The beliefs aren’t arbitrary, they’re still reasoning according to a probability distribution over propositionally consistent “worlds”. Furthermore, the beliefs converge to a single number in the limit of updating on theorems, even if the sentence of interest is unprovable. Consider some large but finite set S of sentences that haven’t been proved yet, such that the probability of sampling a sentence in that set before sampling the sentence of interest “x”, is very close to 1. Then pick a time N, that is large enough that by that time, all the logical relations between the sentences in S will have been found. Then, with probability very close to 1, either “x” or “notx” will be sampled without going outside of S.

So, if there’s some cool new theorem that shows up relating “x” and some sentence outside of S, like “y->x”, well, you’re almost certain to hit either “x” or “notx” before hitting “y”, because “y” is outside S, so this hot new theorem won’t affect the probabilities by more than a negligible amount.

Also I figured out how to generalize the prior a bit to take into account arbitrary constraints other than propositional consistency, though there’s still kinks to iron out in that one. Check this.

Has trolling people into providing untrollable models been reused? Seems worth trying.

Do the pictures load for other people? Because they don’t load for me.

Oh wait. Just that browser.

Many (though not all) of the images are broken links right now. Could we get them re-uploaded somewhere else?

I just tried to fix that, and also the spacing issues. Let me know if it’s still broken.

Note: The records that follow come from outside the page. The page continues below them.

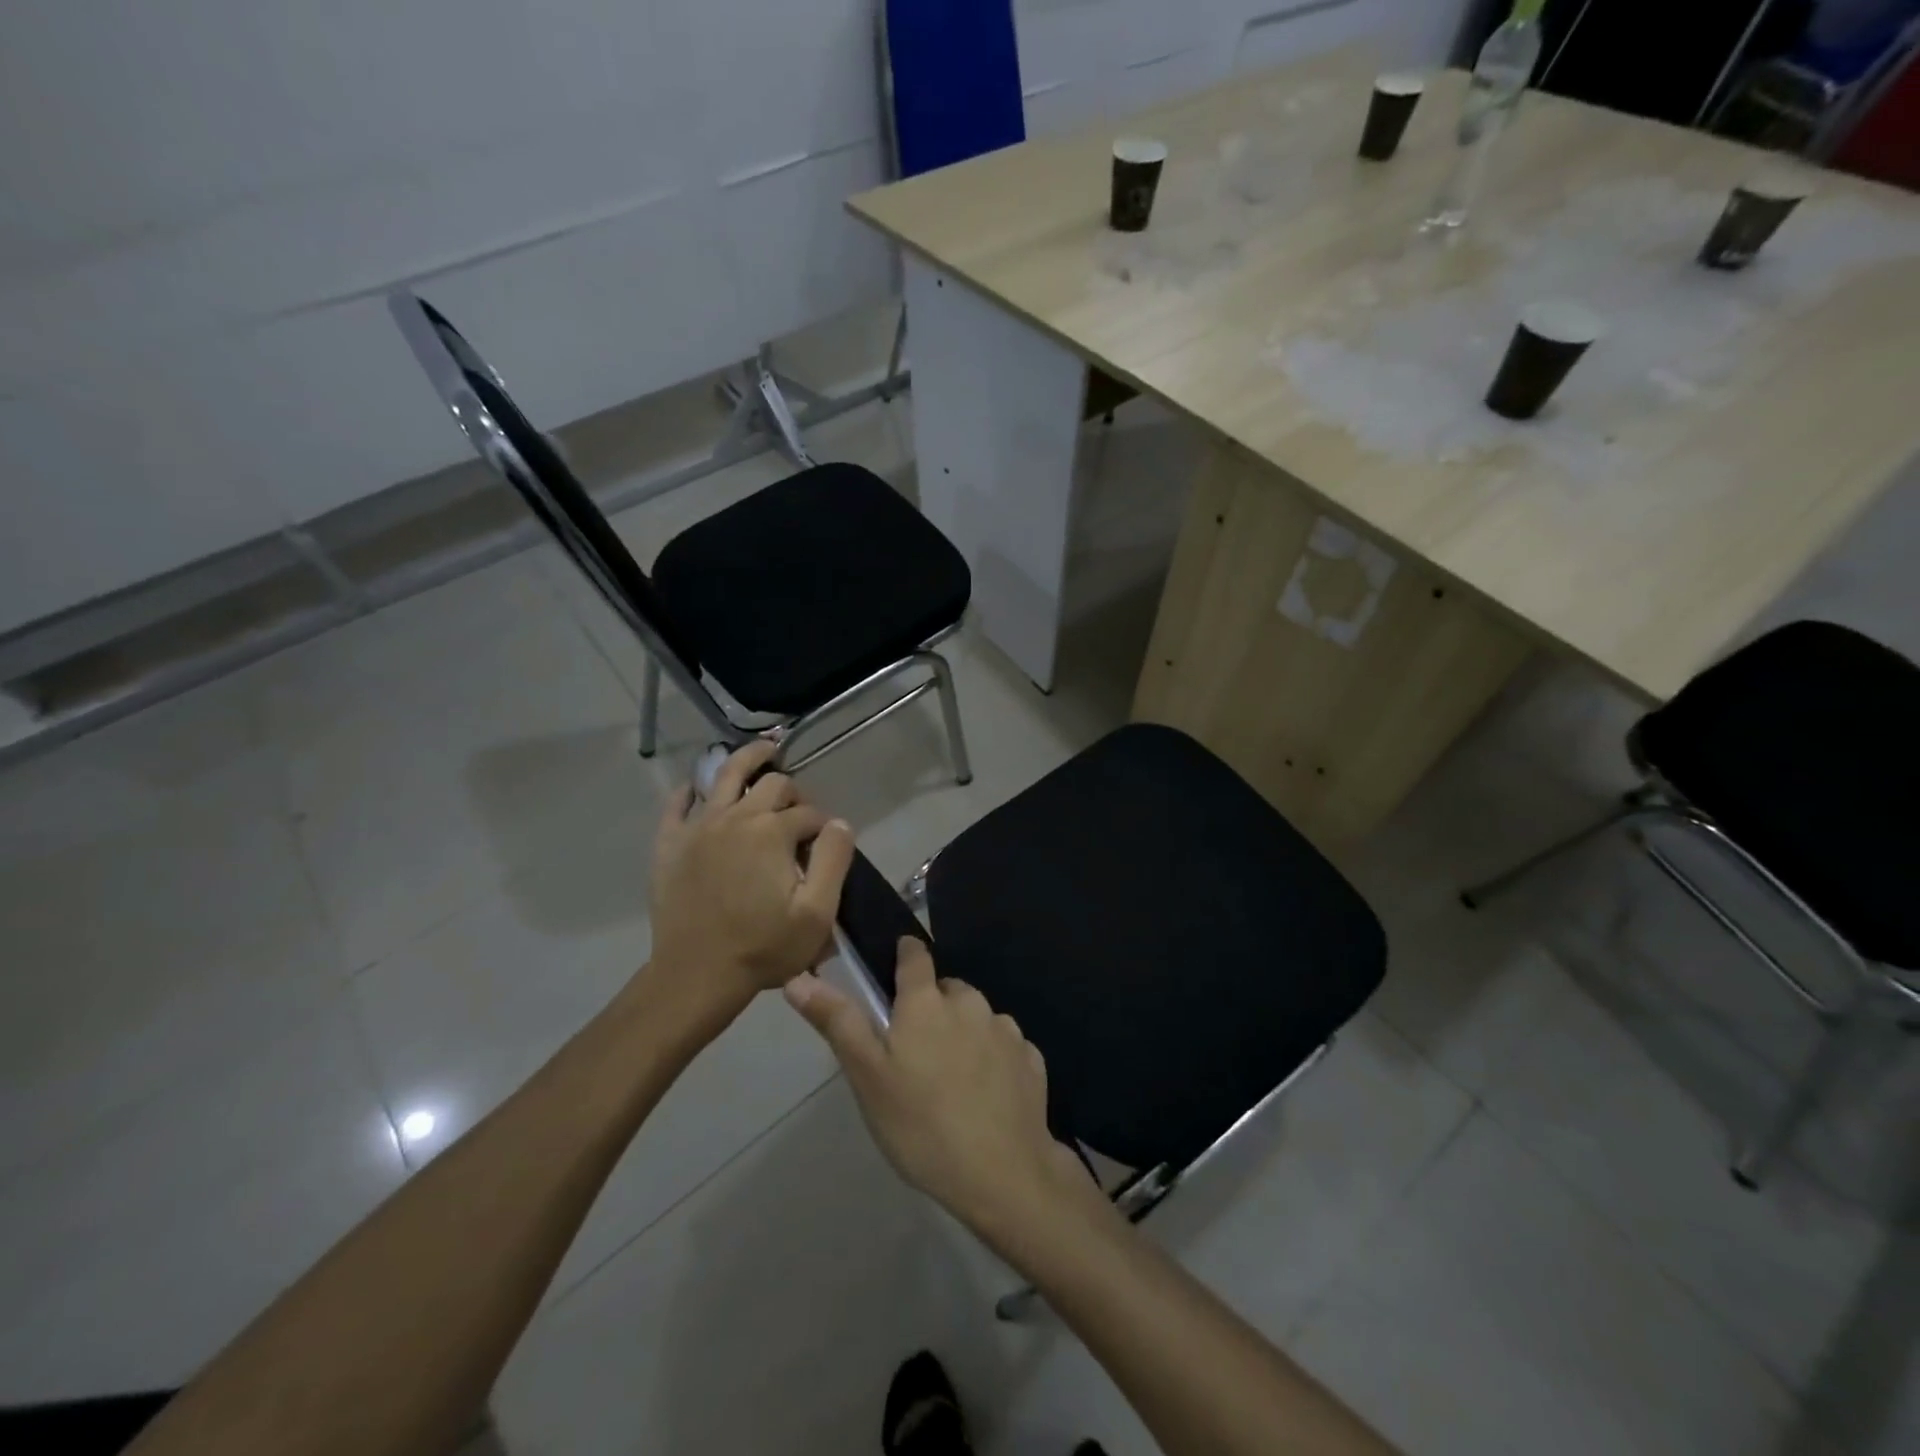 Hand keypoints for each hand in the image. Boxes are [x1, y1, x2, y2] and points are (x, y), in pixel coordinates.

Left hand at [648, 741, 855, 1023]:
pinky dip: (690, 791)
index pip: (809, 813)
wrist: (696, 976)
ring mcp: (699, 826)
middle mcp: (736, 817)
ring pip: (725, 775)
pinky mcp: (670, 843)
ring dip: (748, 759)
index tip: (825, 848)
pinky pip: (677, 805)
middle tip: (799, 812)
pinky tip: (697, 787)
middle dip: (793, 792)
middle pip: (772, 784)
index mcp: (773, 832)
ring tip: (764, 750)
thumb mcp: (817, 913)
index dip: (823, 827)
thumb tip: (839, 822)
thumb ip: (834, 860)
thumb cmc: (763, 948)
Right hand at [784, 938, 1097, 1246]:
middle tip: (913, 1054)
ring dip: (963, 1033)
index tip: (895, 972)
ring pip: (976, 1017)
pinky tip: (984, 1096)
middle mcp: (970, 1002)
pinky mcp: (1031, 1058)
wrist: (1004, 1175)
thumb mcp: (867, 1077)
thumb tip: (797, 977)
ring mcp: (1006, 1029)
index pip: (915, 954)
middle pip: (946, 990)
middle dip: (930, 1008)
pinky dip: (992, 1059)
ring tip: (949, 1080)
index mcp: (927, 1001)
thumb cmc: (922, 1125)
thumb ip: (837, 1021)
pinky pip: (1004, 1046)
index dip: (904, 956)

I don’t understand where that

^{1}⁄_{2}comes from. Unless I have made a gross mistake P(A|A ⇒ B) < P(A) even if P(A&B) > P(A¬(B)). In your first example, if I swap P(AB) and P(A¬(B)) so that P(AB) = .5 and P(A¬(B))=.3 then P(A|A=>B) = .5/.7 ~ 0.71 < 0.8 = P(A).This confused me as well. This being true ensures that the ratio P(A):P(not A) doubles at each step. But part of this comic seems to imply that being less than a half stops the trolling, when it should only stop the trolling from proceeding at such a fast-paced rate.

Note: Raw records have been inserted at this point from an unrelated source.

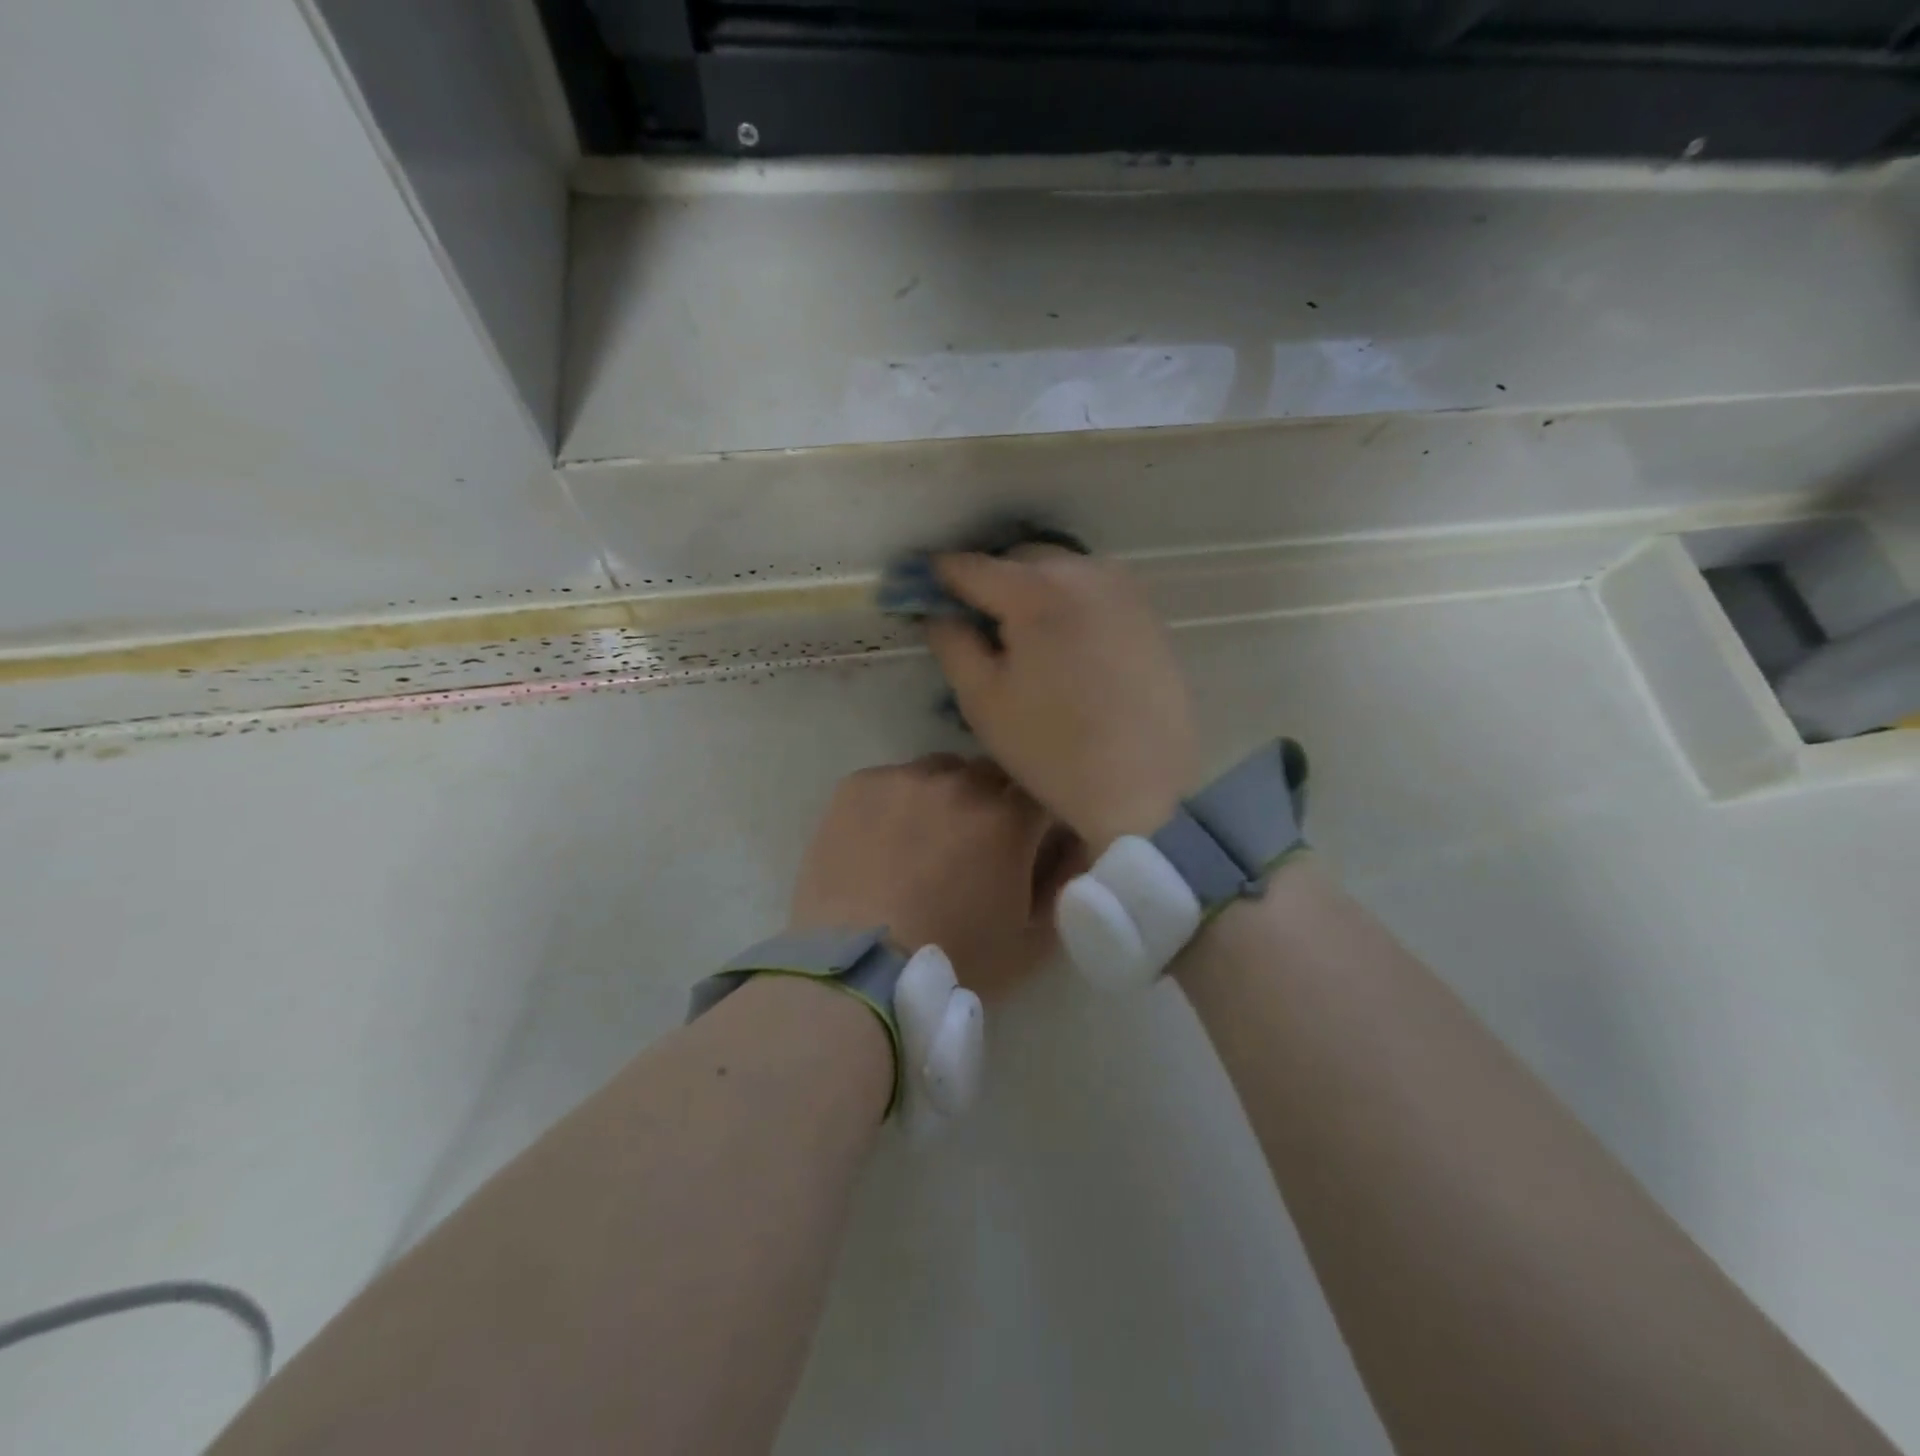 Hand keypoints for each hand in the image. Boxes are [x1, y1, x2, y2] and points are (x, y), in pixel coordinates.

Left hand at [789, 755, 1079, 1001]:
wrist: (859, 970)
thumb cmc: (954, 961)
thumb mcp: (1031, 941)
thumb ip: (1065, 885)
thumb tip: (1074, 846)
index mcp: (1009, 818)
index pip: (1041, 789)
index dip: (1038, 814)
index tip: (1030, 838)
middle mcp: (960, 783)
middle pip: (991, 774)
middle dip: (994, 801)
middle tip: (978, 843)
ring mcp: (905, 778)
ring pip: (941, 771)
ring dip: (945, 795)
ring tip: (927, 838)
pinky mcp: (859, 784)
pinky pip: (891, 779)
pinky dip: (897, 801)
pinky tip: (883, 839)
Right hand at [925, 550, 1198, 851]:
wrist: (1143, 785)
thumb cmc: (1050, 746)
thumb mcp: (982, 699)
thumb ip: (951, 642)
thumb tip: (938, 611)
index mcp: (1035, 591)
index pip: (971, 566)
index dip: (937, 575)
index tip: (918, 587)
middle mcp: (1083, 572)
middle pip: (1019, 558)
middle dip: (989, 579)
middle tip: (973, 619)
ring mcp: (1123, 589)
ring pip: (1060, 569)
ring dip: (1031, 587)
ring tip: (1020, 632)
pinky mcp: (1147, 612)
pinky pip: (1092, 588)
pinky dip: (1067, 601)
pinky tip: (1063, 642)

This prior isn’t trollable in the original sense, but it is trollable in a weaker sense that still strikes me as important. Since μ must sum to 1, only finitely many sentences S can have μ(S)>ϵ for a given ϵ>0. So we can choose some finite set of “important sentences” and control their oscillations in a practical sense, but if there’s any ϵ>0 such that we think oscillations across the range (ϵ, 1−ϵ) are a bad thing, all but finitely many sentences can exhibit this bad behavior.

It seems especially bad that we can only prevent “up-to-ϵ trolling” for

finitesets of sentences, since in PA (or whatever) there are plenty of countable sets of sentences that seem “essentially the same” (like the ones you get from an induction argument), and it feels very unnatural to choose finite subsets of these and distinguish them from the others, even (or especially?) if we pretend we have no prior knowledge beyond the axioms.